Gothenburg Greats given freedom of city 40 years after Real Madrid triumph

The Dons heroes that defeated the mighty Real Madrid in Sweden were honoured in a special ceremony at Pittodrie.

Members of Aberdeen’s 1983 Cup Winners’ Cup conquering squad have been awarded the freedom of the city at a special ceremony.

The Dons defeated Real Madrid, the last side to do so in the final of a European competition, 2-1 at Gothenburg’s Ullevi Stadium on May 11, 1983.

Thousands of members of the Pittodrie faithful made the trip to Sweden by air, land and sea to watch as goals from Eric Black and John Hewitt secured a famous upset for Sir Alex Ferguson’s side.

Aberdeen captain Willie Miller holds aloft the Cup winners Cup in 1983.SNS Group

Former players including captain Willie Miller and former Scotland managers Alex McLeish and Gordon Strachan were among those to receive the honour on the pitch in front of hundreds of fans.

Manager Ferguson, who had already been awarded the freedom of the city, was unable to attend the ceremony, but described the occasion as “wonderful” in a specially-recorded message.

“I think back to 40 years ago and who can forget that memorable night?” he said.

“The players were fantastic, the support was fantastic, thousands of them on the boat, the St Clair going across the North Sea.

Aberdeen chairman Dave Cormack accepted the honour on behalf of the club.

“Aberdeen were the last team to beat Real Madrid in a European final, 40 years ago.
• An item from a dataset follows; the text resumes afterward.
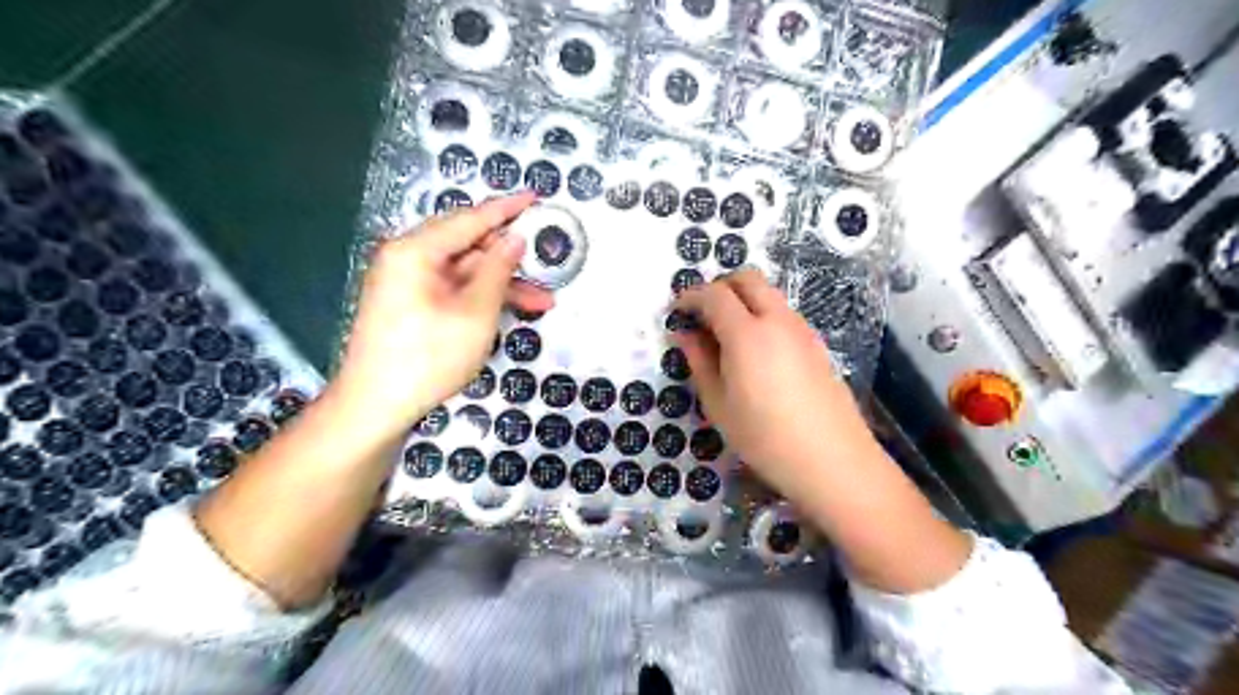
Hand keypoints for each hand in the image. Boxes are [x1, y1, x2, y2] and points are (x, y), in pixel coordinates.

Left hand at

So well done to the players, well done to the club and thank you.”

READ MORE: Gothenburg Greats: How Aberdeen made history with Cup Winners’ Cup win

The Dons followed up their historic win in Sweden with another later that year, beating European Cup winners Hamburg of Germany in the Super Cup.

That marked the last time a Scottish club lifted a European trophy.

Current chairman Dave Cormack – who will watch the current side continue their chase for European football against Hibernian in the Scottish Premiership on Saturday – described the award as “humbling”.

He added it was the “highest honour” the club could hope to receive.

Aberdeen’s Lord Provost, David Cameron, said: “It’s a fitting tribute that we can confer the freedom of the city to the Gothenburg greats during the 40th anniversary celebrations of that famous night.”